Drop every picture. Return the rest of the entries exactly.

▶ _Saved entries_
━━━━━━━━━━━━━━━━━━━━━━━━━━━━━━

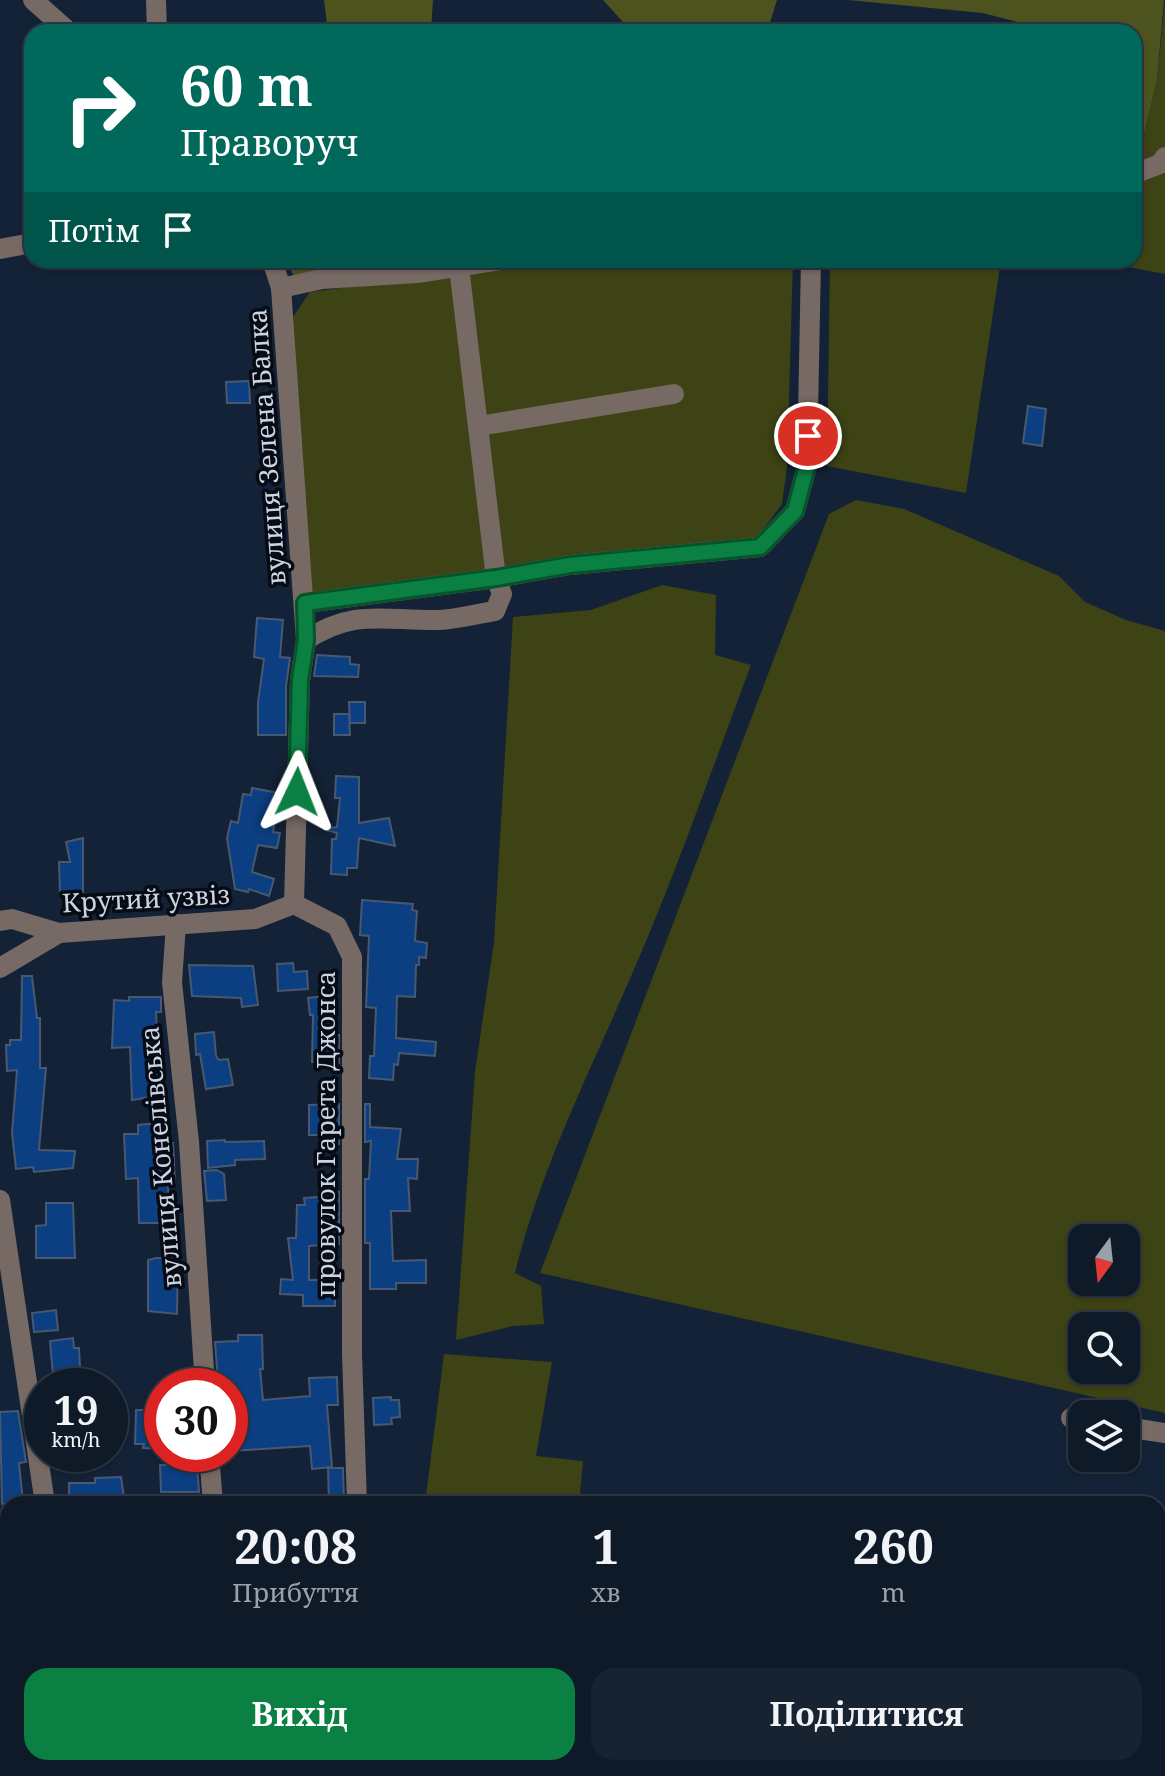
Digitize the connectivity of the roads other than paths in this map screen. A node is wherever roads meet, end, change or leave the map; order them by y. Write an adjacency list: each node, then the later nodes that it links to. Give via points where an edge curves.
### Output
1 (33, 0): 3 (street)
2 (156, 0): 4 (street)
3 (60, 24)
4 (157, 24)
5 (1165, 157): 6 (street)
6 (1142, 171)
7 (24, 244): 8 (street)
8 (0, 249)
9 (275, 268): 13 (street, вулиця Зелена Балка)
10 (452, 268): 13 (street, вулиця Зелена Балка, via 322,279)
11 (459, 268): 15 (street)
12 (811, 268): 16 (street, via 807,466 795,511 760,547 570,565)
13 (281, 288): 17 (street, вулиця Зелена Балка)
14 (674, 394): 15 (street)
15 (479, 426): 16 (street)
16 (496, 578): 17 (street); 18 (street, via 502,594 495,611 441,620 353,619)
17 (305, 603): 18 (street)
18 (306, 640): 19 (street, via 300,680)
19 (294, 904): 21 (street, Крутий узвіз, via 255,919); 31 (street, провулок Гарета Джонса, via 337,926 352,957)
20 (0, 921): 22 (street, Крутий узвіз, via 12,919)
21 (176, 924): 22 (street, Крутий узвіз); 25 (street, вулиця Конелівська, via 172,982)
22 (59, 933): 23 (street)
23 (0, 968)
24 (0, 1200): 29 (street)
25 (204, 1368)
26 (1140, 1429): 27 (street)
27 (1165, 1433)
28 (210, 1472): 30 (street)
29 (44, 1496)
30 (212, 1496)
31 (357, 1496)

━━━━━━━━━━━━━━━━━━━━━━━━━━━━━━

▶ _Output for this exercise_
Digitize the connectivity of the roads other than paths in this map screen. A node is wherever roads meet, end, change or leave the map; order them by y. Write an adjacency list: each node, then the later nodes that it links to. Give via points where an edge curves.
### Output
1 (33, 0): 3 (street)
2 (156, 0): 4 (street)
3 (60, 24)
4 (157, 24)
5 (1165, 157): 6 (street)
6 (1142, 171)
7 (24, 244): 8 (street)
8 (0, 249)
9 (275, 268): 13 (street, вулиця Зелена Балка)
10 (452, 268): 13 (street, вулиця Зелена Балка, via 322,279)
11 (459, 268): 15 (street)
12 (811, 268): 16 (street, via 807,466 795,511 760,547 570,565)
13 (281, 288): 17 (street, вулиця Зелена Балка)
14 (674, 394): 15 (street)
15 (479, 426): 16 (street)
16 (496, 578): 17 (street); 18 (street, via 502,594 495,611 441,620 353,619)
17 (305, 603): 18 (street)
18 (306, 640): 19 (street, via 300,680)
19 (294, 904): 21 (street, Крутий узвіз, via 255,919); 31 (street, провулок Гарета Джонса, via 337,926 352,957)
20 (0, 921): 22 (street, Крутий узвіз, via 12,919)
21 (176, 924): 22 (street, Крутий узвіз); 25 (street, вулиця Конелівська, via 172,982)
22 (59, 933): 23 (street)
23 (0, 968)
24 (0, 1200): 29 (street)
25 (204, 1368)
26 (1140, 1429): 27 (street)
27 (1165, 1433)
28 (210, 1472): 30 (street)
29 (44, 1496)
30 (212, 1496)
31 (357, 1496)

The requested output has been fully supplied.